Hinter den Kulissen waren viele „Hochkaräter“ am Werk: Der 83-jährige dreifache „Oscar“-Preisträger ALVIN SARGENT („Paper Moon“/“Julia“/“Eine ganz normale Familie“) sowie der mehrfach „Oscar“-nominierte 51-jährige Autor und Regisseur STEVEN KLOVES (schrieb die Filmbücher für 6 „Harry Potter“-Abenteuer/Autor + Regisseur von „Die fabelhaften Baker Boys“,1989/Autor von „Die WonderBoys“/2000) verfassten ein gescheites Drehbuch. Mit viel angenehm besonnenem Entwicklungspotenzial. Voll von reizvollen Charakter-Figuren und mit einer spannenden Geschichte. Mit dem 37-jährigen Regisseur MARC WEBB kam „frisches Blut“ in das im Grunde eingefahrene Thema. Und Schema. Webb war viele Jahre erfolgreich im Musikvideo-Genre („MTV-Award“ 2009 für die „Beste Regie“ für das Video zu „21 Guns“ der Gruppe „Green Day“) und fand mit seinem komödiantisch-„ungehobelten“ Regie-Spielfilmerstling „(500) Days of Summer“ 2009 gleich einen beachtlichen Zuspruch. Beim Publikum wie bei der Kritik. In seinem zweiten und nunmehr gleich immens „großen“ Film (geschätztes Budget: 220 Millionen Dollar) vermag er dem „Althergebrachten“ neue Unterhaltungsfacetten einzuhauchen.

Das Comic-Genre lebt und amüsiert plötzlich wieder. Weil sich Marc Webb zunächst die atmosphärische Zeit nimmt, ES vor allem unaufgeregt und dennoch kitzlig angehen und entwickeln zu lassen. „Richtige Menschen“ und keine Abziehbilder-Marionetten werden sicht- und hörbar. Bevor es dann „zu toben“ anfängt. Und: weil es eben diesmal zwischen dem Paar, zwischen den beiden Hauptdarsteller-Neulingen, außerordentlich prächtig „funkt“: ANDREW GARFIELD, 28, neulich in „The Social Network“ als Mark Zuckerbergs Kumpel Eduardo Saverin glänzend („Golden Globe“-Nominierung), kommt als famose Mischung aus verunsichertem Noch-Bubi und imposantem Neu-Held überzeugend „scheu“-sicher ‘rüber. Besitzt Charme und Charisma. Ebenso wie die 23-jährige EMMA STONE (der rotzige Frechdachs in „Zombieland“/2009; neulich erst in „The Help“ begeisternd) als Highschool-Freundin Gwen Stacy, die in und mit ihrer glaubwürdigen Natürlichkeit charmant punktet. Keine dümmliche „Flamme“ mimt, sondern ungekünstelt wie sympathisch mitmischt. Und auch der 43-jährige Waliser RHYS IFANS (unvergessen als Wohnungskumpel-Trottel von Hugh Grant in „Notting Hill“/1999) ist hier als Dr. Connors & „The Lizzard“/“die Echse“ kein eindimensionaler Schurke von der glatten Hollywood-Stange, sondern ein komplexes Jekyll & Hyde-Ungeheuer mit tragischen Facetten. Durchaus menschelnd wie bösartig. Und auch die Musik, der Soundtrack vom zweifachen „Oscar“-Preisträger JAMES HORNER („Titanic“), plärrt/dröhnt nicht nur „grob-motorisch“ wild über die dann spektakuläre New Yorker Jagd-Szenerie, sondern wirkt in ihrer stimmungsvollen Dramaturgie angemessen begleitend. Mitunter ohrwurmig. Starke Klänge.

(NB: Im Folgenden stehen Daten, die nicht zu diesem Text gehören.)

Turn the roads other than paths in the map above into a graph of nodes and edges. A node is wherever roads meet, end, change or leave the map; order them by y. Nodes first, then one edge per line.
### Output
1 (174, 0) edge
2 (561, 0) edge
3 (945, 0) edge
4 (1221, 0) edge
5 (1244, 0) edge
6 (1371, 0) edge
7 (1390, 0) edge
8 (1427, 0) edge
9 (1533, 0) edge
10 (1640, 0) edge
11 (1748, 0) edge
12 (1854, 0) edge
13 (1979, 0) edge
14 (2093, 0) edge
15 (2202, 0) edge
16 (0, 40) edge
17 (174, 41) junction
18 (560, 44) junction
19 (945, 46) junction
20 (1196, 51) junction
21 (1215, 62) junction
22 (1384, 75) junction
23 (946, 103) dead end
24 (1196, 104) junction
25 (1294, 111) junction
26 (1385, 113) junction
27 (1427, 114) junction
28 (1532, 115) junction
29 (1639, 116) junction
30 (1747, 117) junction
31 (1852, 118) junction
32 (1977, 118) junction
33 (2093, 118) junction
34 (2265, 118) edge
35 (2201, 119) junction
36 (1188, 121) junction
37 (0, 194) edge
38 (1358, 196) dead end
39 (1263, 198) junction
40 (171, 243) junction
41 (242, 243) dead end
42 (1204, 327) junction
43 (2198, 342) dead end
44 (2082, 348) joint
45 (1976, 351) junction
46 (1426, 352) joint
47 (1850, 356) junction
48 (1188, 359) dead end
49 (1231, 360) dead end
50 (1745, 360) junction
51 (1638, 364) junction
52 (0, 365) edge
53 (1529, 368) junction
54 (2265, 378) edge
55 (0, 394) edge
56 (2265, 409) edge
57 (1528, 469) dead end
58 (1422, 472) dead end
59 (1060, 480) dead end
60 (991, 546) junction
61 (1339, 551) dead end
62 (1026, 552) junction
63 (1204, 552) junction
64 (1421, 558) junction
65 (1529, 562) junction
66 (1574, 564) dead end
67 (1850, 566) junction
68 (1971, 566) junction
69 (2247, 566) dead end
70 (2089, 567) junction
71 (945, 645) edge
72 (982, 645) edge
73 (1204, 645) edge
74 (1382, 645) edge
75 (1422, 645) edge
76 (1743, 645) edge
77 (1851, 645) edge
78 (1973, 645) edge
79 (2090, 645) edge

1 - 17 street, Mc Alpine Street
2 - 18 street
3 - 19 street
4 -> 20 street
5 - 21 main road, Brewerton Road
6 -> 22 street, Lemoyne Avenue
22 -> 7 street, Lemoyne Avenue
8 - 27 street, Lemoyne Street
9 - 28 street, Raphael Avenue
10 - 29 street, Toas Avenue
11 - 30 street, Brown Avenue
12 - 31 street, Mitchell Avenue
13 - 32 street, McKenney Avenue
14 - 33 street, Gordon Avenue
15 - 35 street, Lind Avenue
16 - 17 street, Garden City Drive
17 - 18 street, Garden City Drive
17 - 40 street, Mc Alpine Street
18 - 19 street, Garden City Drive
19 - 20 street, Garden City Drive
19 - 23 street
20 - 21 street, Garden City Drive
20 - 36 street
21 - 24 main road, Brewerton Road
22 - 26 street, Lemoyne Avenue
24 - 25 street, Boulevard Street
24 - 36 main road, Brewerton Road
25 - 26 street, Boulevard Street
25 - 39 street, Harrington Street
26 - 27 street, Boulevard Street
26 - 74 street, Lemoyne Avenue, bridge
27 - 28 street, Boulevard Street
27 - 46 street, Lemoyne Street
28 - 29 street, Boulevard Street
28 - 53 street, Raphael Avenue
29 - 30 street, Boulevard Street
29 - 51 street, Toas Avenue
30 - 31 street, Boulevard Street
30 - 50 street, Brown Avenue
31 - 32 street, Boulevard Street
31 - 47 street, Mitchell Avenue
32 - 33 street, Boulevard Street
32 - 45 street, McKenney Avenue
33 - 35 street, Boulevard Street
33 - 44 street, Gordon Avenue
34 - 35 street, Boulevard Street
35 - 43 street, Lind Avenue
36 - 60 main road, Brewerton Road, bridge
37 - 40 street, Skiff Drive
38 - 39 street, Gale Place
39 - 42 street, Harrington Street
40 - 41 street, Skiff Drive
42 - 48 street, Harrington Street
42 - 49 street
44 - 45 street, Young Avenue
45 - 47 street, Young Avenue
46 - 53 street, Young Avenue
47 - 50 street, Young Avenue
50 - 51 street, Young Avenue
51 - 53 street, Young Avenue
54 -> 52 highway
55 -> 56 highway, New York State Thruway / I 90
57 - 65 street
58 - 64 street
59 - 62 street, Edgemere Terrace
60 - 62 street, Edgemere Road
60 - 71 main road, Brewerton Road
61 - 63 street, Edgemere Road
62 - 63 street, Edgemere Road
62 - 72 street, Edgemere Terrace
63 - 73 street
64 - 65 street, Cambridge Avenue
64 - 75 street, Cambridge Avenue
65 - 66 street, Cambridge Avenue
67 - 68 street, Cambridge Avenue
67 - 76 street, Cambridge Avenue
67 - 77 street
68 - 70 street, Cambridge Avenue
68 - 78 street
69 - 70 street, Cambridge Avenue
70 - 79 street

Ein Rundum-Vergnügen, das ist dieser 4. Spider-Man-Film geworden. Ganz erstaunlich für ein „vorher“ so ausgelutscht geglaubtes Genre. Und Getue. „The Amazing Spider-Man“ ist ein bravouröser, einfallsreicher wie SEHR unterhaltsamer Sauerstoff für den neuen Spinnenmann. Der wiederkommen wird… (= 4 PÖNIs).